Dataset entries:
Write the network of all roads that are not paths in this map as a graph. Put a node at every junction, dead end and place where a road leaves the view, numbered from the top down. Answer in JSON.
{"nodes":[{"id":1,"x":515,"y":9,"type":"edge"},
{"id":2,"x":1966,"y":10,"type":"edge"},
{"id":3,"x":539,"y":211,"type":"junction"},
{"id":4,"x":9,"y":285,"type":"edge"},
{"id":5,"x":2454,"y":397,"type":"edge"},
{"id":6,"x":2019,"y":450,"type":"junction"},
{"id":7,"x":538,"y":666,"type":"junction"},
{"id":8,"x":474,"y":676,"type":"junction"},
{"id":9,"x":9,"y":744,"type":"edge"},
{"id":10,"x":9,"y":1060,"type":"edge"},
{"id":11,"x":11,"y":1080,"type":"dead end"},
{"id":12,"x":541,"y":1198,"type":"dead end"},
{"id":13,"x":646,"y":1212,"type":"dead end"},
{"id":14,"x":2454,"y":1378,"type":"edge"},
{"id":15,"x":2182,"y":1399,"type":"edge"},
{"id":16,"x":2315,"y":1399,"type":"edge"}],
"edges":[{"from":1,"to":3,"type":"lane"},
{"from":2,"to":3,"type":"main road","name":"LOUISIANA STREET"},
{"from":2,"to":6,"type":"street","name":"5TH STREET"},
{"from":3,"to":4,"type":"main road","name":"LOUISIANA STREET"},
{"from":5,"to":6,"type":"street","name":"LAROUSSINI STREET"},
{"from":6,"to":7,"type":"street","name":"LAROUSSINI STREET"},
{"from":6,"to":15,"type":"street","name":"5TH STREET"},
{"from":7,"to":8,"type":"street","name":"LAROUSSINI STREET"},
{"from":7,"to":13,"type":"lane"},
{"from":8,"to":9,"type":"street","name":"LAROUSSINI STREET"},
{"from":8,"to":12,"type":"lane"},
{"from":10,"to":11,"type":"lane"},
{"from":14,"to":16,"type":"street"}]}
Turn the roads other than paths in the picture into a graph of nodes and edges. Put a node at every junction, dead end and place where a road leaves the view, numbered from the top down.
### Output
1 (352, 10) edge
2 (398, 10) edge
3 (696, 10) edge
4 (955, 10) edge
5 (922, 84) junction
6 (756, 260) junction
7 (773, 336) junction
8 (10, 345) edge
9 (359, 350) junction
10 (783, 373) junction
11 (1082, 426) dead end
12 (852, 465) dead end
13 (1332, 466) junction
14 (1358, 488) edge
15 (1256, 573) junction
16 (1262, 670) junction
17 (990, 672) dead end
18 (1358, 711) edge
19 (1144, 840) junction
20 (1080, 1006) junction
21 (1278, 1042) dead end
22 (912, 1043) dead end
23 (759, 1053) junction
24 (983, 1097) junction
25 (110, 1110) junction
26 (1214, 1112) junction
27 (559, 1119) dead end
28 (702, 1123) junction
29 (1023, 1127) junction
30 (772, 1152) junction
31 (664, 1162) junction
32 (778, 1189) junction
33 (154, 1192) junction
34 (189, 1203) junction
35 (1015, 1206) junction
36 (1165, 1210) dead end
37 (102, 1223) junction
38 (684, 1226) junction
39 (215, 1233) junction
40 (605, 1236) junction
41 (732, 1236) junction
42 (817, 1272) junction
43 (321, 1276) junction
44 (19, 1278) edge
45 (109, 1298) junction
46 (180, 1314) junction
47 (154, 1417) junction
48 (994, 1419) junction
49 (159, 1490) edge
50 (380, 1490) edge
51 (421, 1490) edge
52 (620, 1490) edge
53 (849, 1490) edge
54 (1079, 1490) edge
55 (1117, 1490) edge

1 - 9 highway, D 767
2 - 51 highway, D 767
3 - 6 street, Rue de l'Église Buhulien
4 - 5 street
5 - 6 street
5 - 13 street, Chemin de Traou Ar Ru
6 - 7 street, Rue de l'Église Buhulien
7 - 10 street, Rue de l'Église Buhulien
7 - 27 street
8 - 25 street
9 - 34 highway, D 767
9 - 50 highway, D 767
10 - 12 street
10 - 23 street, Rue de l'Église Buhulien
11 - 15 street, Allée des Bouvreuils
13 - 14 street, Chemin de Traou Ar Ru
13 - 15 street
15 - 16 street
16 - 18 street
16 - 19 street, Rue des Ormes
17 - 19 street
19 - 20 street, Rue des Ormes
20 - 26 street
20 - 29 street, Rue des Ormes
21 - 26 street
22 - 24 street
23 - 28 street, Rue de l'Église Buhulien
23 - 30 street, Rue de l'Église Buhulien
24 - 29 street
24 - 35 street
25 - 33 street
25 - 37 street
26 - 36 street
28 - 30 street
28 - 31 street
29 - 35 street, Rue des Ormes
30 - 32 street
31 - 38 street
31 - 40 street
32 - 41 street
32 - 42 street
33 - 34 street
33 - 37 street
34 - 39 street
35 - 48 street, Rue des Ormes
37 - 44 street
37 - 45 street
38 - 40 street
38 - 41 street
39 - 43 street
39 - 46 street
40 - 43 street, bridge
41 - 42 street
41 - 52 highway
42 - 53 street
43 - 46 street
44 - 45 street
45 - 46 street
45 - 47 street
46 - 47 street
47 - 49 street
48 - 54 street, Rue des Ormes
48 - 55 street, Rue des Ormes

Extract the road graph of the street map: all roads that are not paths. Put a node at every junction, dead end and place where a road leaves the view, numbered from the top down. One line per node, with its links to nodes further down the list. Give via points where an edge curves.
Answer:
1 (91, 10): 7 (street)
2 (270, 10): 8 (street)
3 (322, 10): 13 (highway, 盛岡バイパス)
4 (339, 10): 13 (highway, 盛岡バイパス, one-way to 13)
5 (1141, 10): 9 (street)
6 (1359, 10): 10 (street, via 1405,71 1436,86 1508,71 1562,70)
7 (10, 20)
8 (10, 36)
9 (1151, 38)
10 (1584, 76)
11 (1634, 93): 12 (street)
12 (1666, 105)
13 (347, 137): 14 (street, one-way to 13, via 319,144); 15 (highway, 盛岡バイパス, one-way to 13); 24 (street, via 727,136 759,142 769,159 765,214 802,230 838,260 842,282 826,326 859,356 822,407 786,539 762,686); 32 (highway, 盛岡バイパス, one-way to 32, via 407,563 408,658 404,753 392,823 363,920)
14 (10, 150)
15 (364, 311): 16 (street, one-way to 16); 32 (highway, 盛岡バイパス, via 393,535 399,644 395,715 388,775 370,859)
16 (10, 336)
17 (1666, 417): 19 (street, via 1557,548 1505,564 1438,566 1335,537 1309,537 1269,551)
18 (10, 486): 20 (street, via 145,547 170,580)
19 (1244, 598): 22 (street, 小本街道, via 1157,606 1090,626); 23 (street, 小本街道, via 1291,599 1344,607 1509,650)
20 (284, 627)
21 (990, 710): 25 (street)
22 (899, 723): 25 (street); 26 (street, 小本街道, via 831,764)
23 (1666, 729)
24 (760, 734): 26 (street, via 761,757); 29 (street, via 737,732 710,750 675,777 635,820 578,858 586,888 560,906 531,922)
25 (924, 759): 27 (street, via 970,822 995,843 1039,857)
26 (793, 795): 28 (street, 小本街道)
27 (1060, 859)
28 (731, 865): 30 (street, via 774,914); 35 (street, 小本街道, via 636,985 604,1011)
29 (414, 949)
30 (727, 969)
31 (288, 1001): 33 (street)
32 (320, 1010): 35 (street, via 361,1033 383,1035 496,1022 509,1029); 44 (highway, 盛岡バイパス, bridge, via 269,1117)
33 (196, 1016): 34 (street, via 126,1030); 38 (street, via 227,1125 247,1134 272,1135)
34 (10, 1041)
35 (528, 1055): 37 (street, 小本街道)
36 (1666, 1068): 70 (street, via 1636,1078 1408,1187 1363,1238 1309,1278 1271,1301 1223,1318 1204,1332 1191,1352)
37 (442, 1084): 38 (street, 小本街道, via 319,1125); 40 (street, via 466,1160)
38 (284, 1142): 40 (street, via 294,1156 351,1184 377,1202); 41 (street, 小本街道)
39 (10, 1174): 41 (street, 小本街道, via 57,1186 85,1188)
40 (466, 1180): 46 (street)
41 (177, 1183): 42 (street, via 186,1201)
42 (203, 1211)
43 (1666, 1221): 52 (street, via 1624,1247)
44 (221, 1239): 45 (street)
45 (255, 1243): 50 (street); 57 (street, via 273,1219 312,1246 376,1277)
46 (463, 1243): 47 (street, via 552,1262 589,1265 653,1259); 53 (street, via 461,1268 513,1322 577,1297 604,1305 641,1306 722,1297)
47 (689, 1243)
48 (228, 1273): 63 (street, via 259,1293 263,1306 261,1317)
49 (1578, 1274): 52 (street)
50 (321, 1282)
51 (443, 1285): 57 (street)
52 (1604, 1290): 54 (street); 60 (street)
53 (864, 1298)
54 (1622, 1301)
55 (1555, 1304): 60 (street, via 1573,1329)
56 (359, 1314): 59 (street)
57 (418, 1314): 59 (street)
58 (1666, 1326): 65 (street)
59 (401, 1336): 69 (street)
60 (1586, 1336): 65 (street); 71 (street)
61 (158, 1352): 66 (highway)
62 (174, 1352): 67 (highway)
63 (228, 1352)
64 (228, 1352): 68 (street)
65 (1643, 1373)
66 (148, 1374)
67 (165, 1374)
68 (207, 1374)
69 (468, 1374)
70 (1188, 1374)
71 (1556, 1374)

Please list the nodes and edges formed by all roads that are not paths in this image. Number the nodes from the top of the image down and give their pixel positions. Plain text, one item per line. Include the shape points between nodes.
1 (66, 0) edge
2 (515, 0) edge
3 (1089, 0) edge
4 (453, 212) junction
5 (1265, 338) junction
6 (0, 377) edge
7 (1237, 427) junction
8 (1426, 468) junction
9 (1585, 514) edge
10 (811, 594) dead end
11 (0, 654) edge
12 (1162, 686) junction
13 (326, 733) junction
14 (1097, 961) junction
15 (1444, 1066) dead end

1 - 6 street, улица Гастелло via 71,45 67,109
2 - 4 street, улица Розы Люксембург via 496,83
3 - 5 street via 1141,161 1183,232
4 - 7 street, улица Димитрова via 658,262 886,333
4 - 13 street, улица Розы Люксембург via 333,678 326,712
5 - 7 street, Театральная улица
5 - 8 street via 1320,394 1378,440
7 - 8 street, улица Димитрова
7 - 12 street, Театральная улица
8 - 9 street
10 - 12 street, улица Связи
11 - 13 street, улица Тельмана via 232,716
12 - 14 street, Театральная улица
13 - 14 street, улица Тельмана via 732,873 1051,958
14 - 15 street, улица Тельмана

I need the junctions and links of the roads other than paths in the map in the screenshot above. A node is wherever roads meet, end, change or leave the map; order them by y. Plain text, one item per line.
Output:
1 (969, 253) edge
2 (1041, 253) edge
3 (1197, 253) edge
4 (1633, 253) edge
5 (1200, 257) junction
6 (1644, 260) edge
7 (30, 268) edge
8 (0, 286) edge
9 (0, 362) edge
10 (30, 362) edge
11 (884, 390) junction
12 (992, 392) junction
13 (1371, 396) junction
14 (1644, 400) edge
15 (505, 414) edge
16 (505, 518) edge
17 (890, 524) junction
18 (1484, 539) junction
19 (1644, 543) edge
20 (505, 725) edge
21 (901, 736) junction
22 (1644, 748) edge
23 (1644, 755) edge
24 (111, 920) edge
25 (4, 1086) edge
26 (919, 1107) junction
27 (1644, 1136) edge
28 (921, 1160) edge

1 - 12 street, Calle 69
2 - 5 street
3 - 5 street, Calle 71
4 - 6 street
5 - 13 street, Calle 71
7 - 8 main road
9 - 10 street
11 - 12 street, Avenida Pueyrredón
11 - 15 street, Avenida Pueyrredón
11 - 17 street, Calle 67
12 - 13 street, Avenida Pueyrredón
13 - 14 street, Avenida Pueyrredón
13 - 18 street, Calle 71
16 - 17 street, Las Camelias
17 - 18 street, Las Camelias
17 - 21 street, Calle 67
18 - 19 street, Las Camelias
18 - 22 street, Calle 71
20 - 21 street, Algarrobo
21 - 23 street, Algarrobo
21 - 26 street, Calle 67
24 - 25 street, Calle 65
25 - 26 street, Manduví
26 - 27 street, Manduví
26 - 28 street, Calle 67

**Exercise brief:** Among the records above, find each line holding "Église" and list it.

**Result:**
3 - 6 street, Rue de l'Église Buhulien
6 - 7 street, Rue de l'Église Buhulien
7 - 10 street, Rue de l'Église Buhulien
10 - 23 street, Rue de l'Église Buhulien
23 - 28 street, Rue de l'Église Buhulien
23 - 30 street, Rue de l'Église Buhulien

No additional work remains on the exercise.